Assigned task — Copy every record that follows, word for word.

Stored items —
#####

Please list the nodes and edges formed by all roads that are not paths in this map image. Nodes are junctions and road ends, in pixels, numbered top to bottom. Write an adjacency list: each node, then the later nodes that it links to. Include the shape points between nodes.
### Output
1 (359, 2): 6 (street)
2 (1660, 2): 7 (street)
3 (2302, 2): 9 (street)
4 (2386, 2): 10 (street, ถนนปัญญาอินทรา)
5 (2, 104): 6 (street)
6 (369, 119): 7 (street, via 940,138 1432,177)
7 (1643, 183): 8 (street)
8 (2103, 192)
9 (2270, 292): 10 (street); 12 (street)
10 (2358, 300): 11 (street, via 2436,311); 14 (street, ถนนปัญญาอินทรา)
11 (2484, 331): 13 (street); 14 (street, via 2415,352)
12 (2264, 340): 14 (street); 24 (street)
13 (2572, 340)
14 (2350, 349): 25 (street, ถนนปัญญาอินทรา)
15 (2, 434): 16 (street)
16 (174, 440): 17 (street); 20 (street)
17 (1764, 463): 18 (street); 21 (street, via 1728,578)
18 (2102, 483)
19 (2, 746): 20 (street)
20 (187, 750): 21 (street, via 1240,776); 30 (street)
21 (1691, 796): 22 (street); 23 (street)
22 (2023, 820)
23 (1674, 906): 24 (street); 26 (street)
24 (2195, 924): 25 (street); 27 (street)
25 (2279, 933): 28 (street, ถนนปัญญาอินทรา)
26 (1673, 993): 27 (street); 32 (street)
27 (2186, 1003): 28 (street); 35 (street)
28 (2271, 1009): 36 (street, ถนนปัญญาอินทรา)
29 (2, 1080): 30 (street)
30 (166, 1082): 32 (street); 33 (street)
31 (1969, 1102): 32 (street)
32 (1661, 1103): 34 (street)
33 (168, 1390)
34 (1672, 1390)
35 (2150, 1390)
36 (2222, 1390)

#####

Answer space —
Please list the nodes and edges formed by all roads that are not paths in this map image. Nodes are junctions and road ends, in pixels, numbered top to bottom. Write an adjacency list: each node, then the later nodes that it links to. Include the shape points between nodes.
### Output
1 (359, 2): 6 (street)
2 (1660, 2): 7 (street)
3 (2302, 2): 9 (street)
4 (2386, 2): 10 (street, ถนนปัญญาอินทรา)
5 (2, 104): 6 (street)
6 (369, 119): 7 (street, via 940,138 1432,177)
7 (1643, 183): 8 (street)
8 (2103, 192)
9 (2270, 292): 10 (street); 12 (street)
10 (2358, 300): 11 (street, via 2436,311); 14 (street, ถนนปัญญาอินทรา)
11 (2484, 331): 13 (street); 14 (street, via 2415,352)
12 (2264, 340): 14 (street); 24 (street)
13 (2572, 340)
14 (2350, 349): 25 (street, ถนนปัญญาอินทรา)
15 (2, 434): 16 (street)
16 (174, 440): 17 (street); 20 (street)
17 (1764, 463): 18 (street); 21 (street, via 1728,578)
18 (2102, 483)
19 (2, 746): 20 (street)
20 (187, 750): 21 (street, via 1240,776); 30 (street)
21 (1691, 796): 22 (street); 23 (street)
22 (2023, 820)
23 (1674, 906): 24 (street); 26 (street)
24 (2195, 924): 25 (street); 27 (street)
25 (2279, 933): 28 (street, ถนนปัญญาอินทรา)
26 (1673, 993): 27 (street); 32 (street)
27 (2186, 1003): 28 (street); 35 (street)
28 (2271, 1009): 36 (street, ถนนปัญญาอินทรา)
29 (2, 1080): 30 (street)
30 (166, 1082): 32 (street); 33 (street)
31 (1969, 1102): 32 (street)
32 (1661, 1103): 34 (street)
33 (168, 1390)
34 (1672, 1390)
35 (2150, 1390)
36 (2222, 1390)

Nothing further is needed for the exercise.